Quick take: crypto is speculative, highly volatile, and not a substitute for boring, diversified investing. If you want to put 5-10% of your portfolio in crypto as a high-risk bet, that’s your call. But build your foundation — emergency fund, 401(k) match, Roth IRA with index funds — before touching it.

Don’t let the excitement of crypto distract you from the unsexy-but-reliable work of index fund investing.


Your Investing Starter Checklist

  • Check if your employer offers a 401(k) match and how much
  • Contribute at least enough to get the full employer match
  • Open a Roth IRA at Fidelity, Vanguard, or Schwab (15 minutes)
  • Choose a simple index fund (FXAIX, VOO, or VTI)
  • Set up automatic monthly contributions — even $50 to start
  • Set a calendar reminder to check in once/year (not once/week)
  • Do not sell when markets drop

The Last Thing

The investing world has a way of making simple things feel complicated.

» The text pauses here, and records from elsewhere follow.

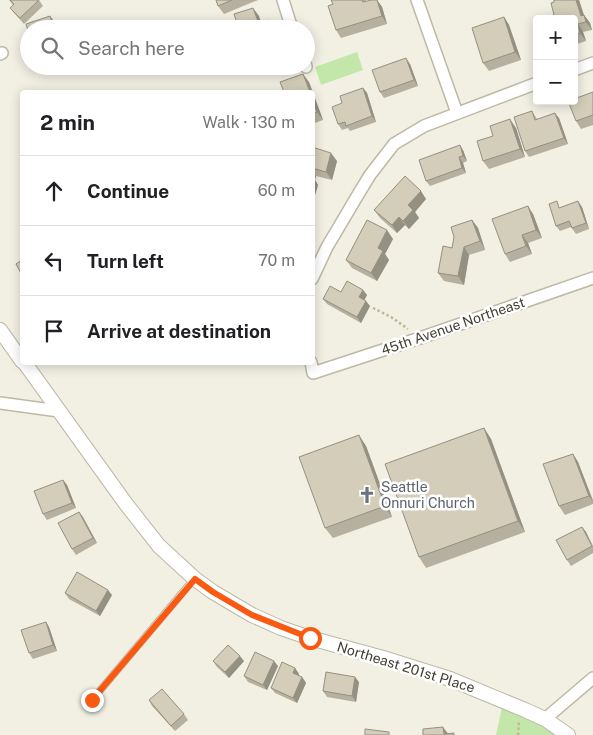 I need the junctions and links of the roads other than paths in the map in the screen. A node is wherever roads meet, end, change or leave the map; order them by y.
1 (283, 0) edge
2 (417, 0) edge
3 (289, 20) edge
4 (593, 63) edge
5 (578, 69) edge
6 (533, 84) edge
7 (457, 113) junction
8 (315, 273) edge
9 (593, 278) edge
10 (0, 330) edge
11 (20, 357) edge
12 (26, 365) edge
13 (312, 368) edge
14 (0, 403) edge
15 (59, 411) junction
16 (195, 579) junction
17 (593, 678) edge
18 (92, 700) dead end
19 (545, 719) junction
20 (568, 735) edge

1 - 3 street
2 - 7 street
4 - 5 street
6 - 7 street
7 - 8 street
9 - 13 street, 45th Avenue Northeast
10 - 11 street, Northeast 201st Place
12 - 15 street, Northeast 201st Place
14 - 15 street
15 - 16 street, Northeast 201st Place
16 - 18 lane
16 - 19 street, Northeast 201st Place
17 - 19 street
19 - 20 street, Northeast 201st Place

The jargon, the charts, the hot takes about which stocks are going to explode — it’s all noise.

The signal is simple: start early, invest consistently, diversify with index funds, and leave it alone.

That’s it. That’s the advice. Gerald doesn’t have a secret. He just started earlier and kept going.


Next read: Check out our guide to side hustles that actually pay real money — because more income means more to invest.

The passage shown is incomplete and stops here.